1998 год, февраль
День для похорон выдался неудачный. Хотя, в самом деле, может ли такой день вообще оказаться более или менее удачным? Третье февраля. Словно предчувствуя скорый конец, зима попыталась снова вступить в свои права, споря с естественным порядком вещей. До этого три недели царила оттепель. Ночью подмораживало, а с утра лед, смешиваясь с грязью на улицах, образовывал густую серую жижу, которую прохожие месили, словно тесто, увязая сапогами по самые голенища. А прошлой ночью началась метель. Она занесла все неприглядное в городе, и он мгновенно превратился в белое снежное царство. Деревья стояли, словно увенчанные песцовыми шапками, и лишь по смутным очертаниям удавалось определить, что огромные сугробы возле домов – на самом деле автомобили, занесенные снегом.
К утру метель не улеглась. Дул пронизывающий западный ветер, и хотя термометр показывал всего пять градусов мороза, из-за ветра казалось гораздо холоднее. На кладбище не было ни души, только у одной могильной плиты стояли четыре человека, один из которых был работником кладбища. Трое других – две женщины и закутанный, как маленький космонавт, ребенок – пришли проводить в последний путь ту, чью фотографию на эмали младшая из двух женщин вот уже несколько минут пыталась приладить к плите, на которой крупными золотыми буквами ранее было выбито мужское имя и годы жизни – 1928–1982.
– Не выходит, – жалобно произнесла женщина, безуспешно пытавшаяся приклеить фотографию. Она положила ее на бордюр и стала отогревать покрасневшие от холода руки своим дыханием.
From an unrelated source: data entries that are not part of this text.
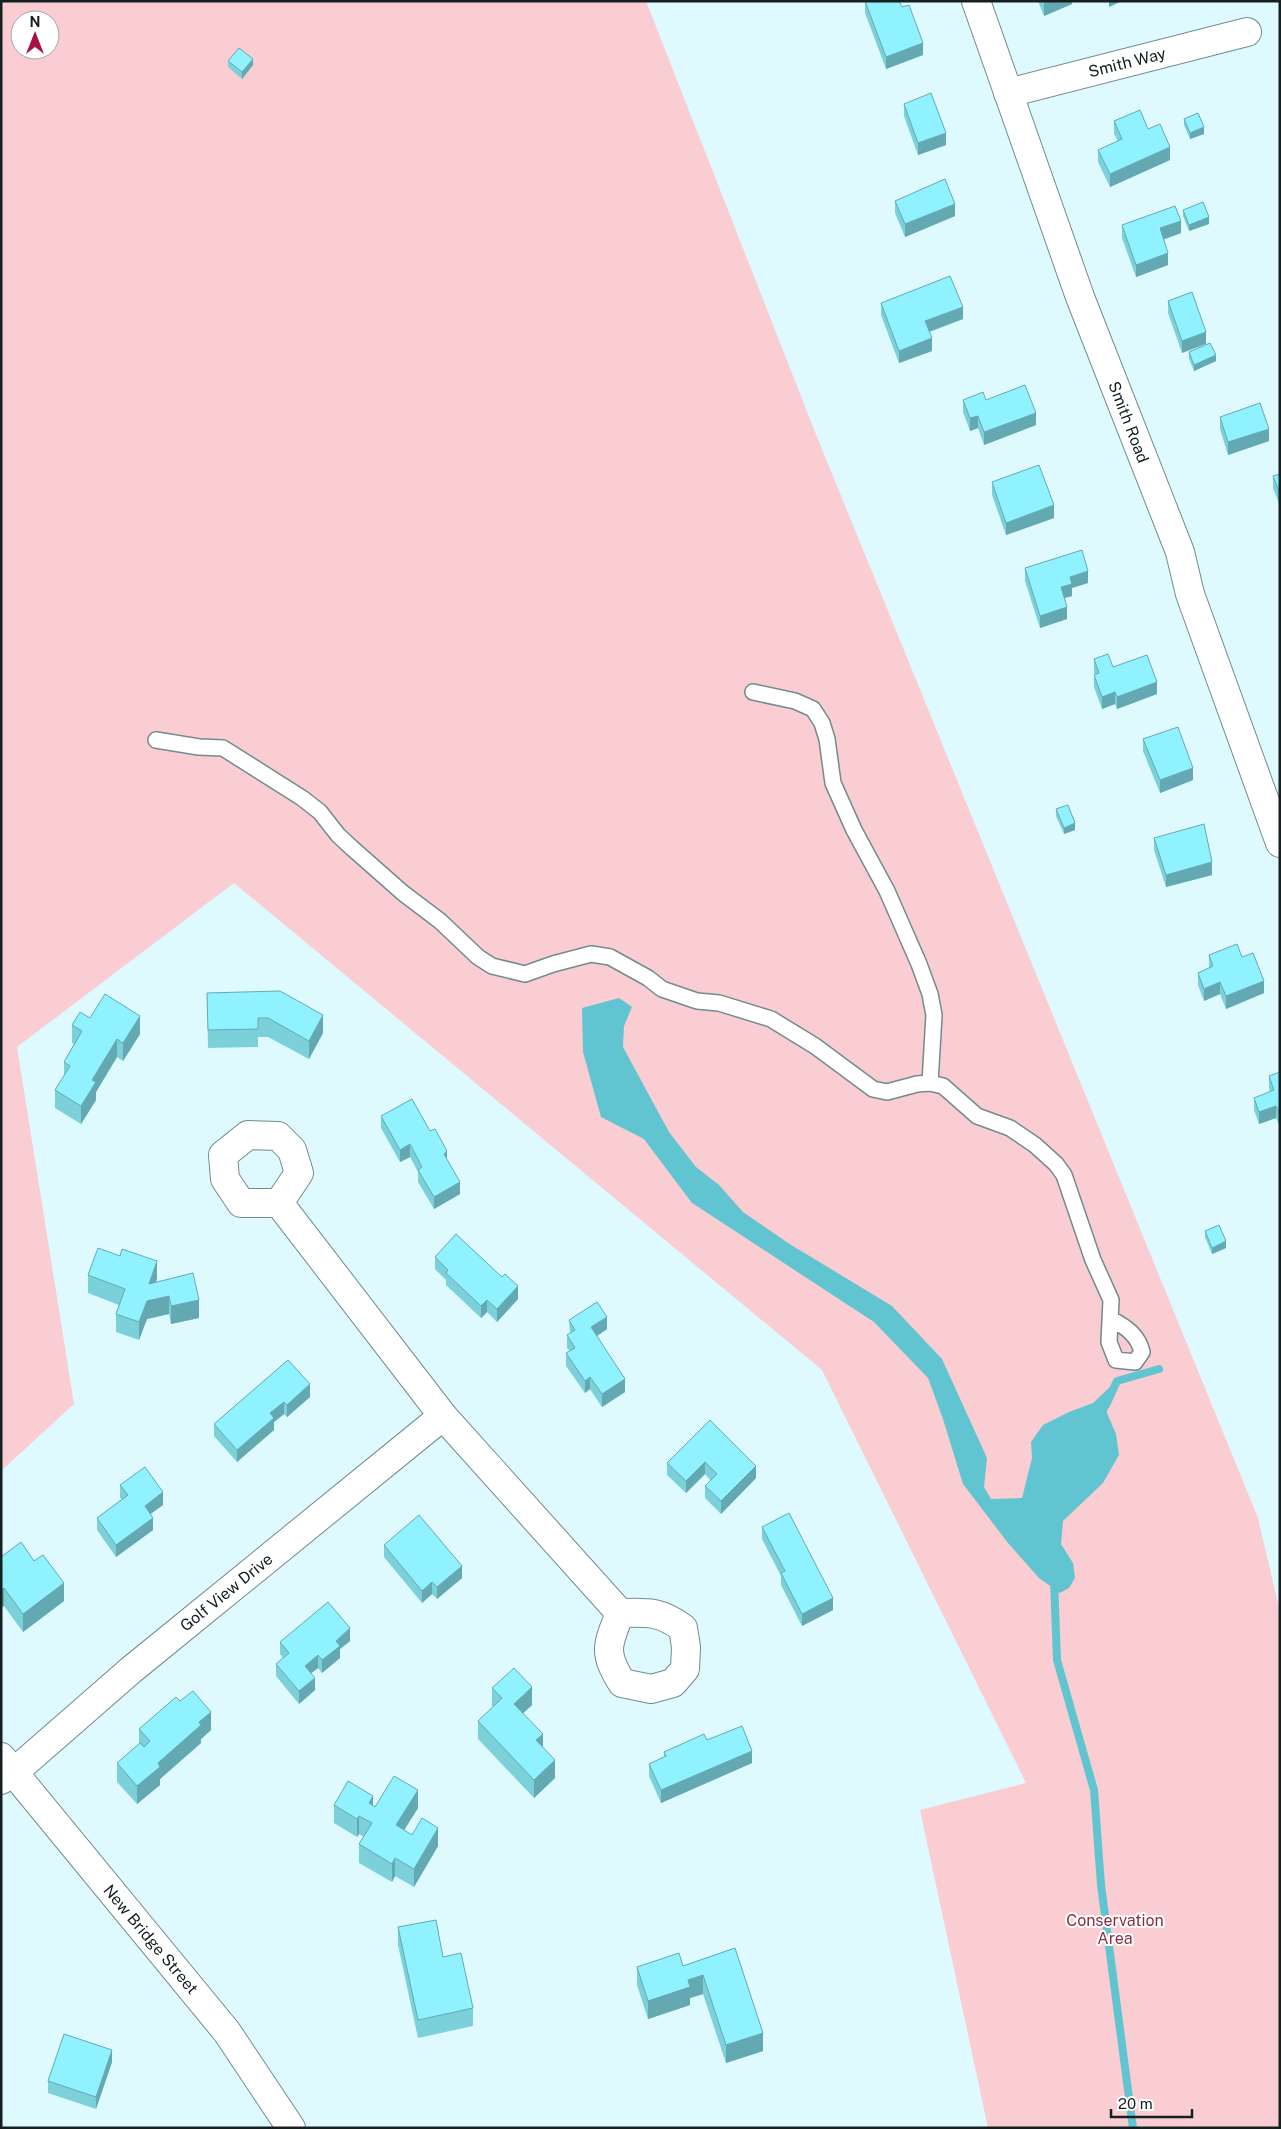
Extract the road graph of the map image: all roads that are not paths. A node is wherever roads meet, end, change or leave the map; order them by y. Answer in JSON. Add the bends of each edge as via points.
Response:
{"nodes":[{"id":1,"x":976,"y":1,"type":"edge"},
{"id":2,"x":1247,"y":32,"type":"dead end"},
{"id":3,"x":1008,"y":93,"type":"junction"},
{"id":4,"x":753,"y":692,"type":"dead end"},
{"id":5,"x":156,"y":740,"type":"dead end"},
{"id":6,"x":1280,"y":843,"type":"edge"},
{"id":7,"x":930,"y":1083,"type":"junction"},
{"id":8,"x":279,"y":1203,"type":"dead end"},
{"id":9,"x":1111,"y":1319,"type":"dead end"},
{"id":10,"x":443,"y":1416,"type":"junction"},
{"id":11,"x":620,"y":1613,"type":"dead end"},
{"id":12,"x":5,"y":1770,"type":"edge"},
{"id":13,"x":291,"y":2128,"type":"edge"}],
"edges":[{"from":1,"to":3,"type":"street","name":"Smith Road"},
{"from":2,"to":3,"type":"street","name":"Smith Way"},
{"from":3,"to":6,"type":"street","name":"Smith Road","via":[[1080,298],[1180,552],[1190,594]]},
{"from":4,"to":7,"type":"lane","via":[[795,701],[813,709],[822,723],[833,783],[887,891],[930,994],[934,1015]]},
{"from":5,"to":7,"type":"lane","via":[[223,748],[302,798],[320,812],[352,848],[492,966],[525,974],[590,954],[610,957],[662,989],[770,1019],[815,1046],[873,1089],[887,1092]]},
{"from":7,"to":9,"type":"lane","via":[[943,1086],[977,1116],[1010,1128],[1056,1164],[1064,1175],[1093,1260],[1111,1300]]},
{"from":8,"to":10,"type":"street"},
{"from":10,"to":11,"type":"street"},
{"from":10,"to":12,"type":"street","name":"Golf View Drive"},
{"from":12,"to":13,"type":"street","name":"New Bridge Street","via":[[227,2032]]}]}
– И не выйдет, – со знанием дела отреагировал работник кладбища, мужик лет сорока, абсолютно трезвый, что уже само по себе удивительно. Он копал неглубокую ямку, в которую, судя по всему, предполагалось опустить деревянную урну с прахом, стоявшую у оградки.
– Надо фотку на цемент посадить, – продолжал он. – Тогда, может, несколько лет продержится. Да и цемент в нашем сыром климате нужно постоянно менять, а вы на «Момент» приклеиваете, это ж смех один, по морозу-то!
Женщина постарше, к ногам которой жался замерзший ребенок, стояла молча и безучастно.
– Ты бы поплакала, – мягко кладя сухонькую руку ей на плечо, произнесла младшая. – В крематории ни слезинки не проронила, и сейчас вот…
– А чего зря плакать? – равнодушно отозвалась та. – Не хотела бы я дожить до того времени, когда она вовсе человеческий облик потеряет: и так из дома все вынесла на продажу! Мне детские вещи, сама знаешь, у соседей прятать приходилось, чтобы ребенка голым не оставить… Нет у меня слез для нее!
Работник кладбища взял урну и аккуратно поместил ее в яму.
– Ну, что, засыпаем? – спросил он.
Старшая кивнула, младшая залилась слезами, словно плакала за двоих. Закидав яму мерзлой землей, мужик поднял фотографию на эмали с бордюра и пригляделся внимательно.
– Красивая девка была, – отметил он. – Глазищи-то какие!
Борясь с дующим в лицо ветром, маленькая процессия медленно двинулась к выходу. Метель продолжала бушевать, занося место, где только что захоронили урну, и через десять минут никто уже не смог бы определить, что в этот день кладбище посещали люди: следы их исчезли под белым пушистым покровом.
* * *
Он посмотрел на нож в своей руке, словно не веря в случившееся. Но факт оставался фактом: он только что вытащил окровавленное лезвие из спины человека, который на короткое время заменил ему отца. Зачем он вообще его вытащил? Это оказалось нелегко: тело почти окоченело, и пришлось упереться ногами в тяжелые ножки стола, чтобы вырвать его из одеревеневших тканей. Нож выскользнул из рук и со звоном упал на деревянный пол. Постепенно стала возвращаться возможность здраво рассуждать: если его здесь обнаружат, он немедленно окажется в камере, а этого нельзя допустить – он и так слишком много времени провел в тюрьме и не собирался повторять опыт. Конечно, много ему не дадут, он ведь несовершеннолетний, но и вряд ли отпустят на все четыре стороны при таком раскладе! Он с ужасом представил, что его могут вернуть обратно, к матери, и от этой мысли принялся дрожать, как будто только что вылез из ледяной воды. Нет, его голыми руками не возьмешь, лучше он, как дикий зверь, станет жить в лесу, чем вернется туда, откуда с таким трудом сбежал!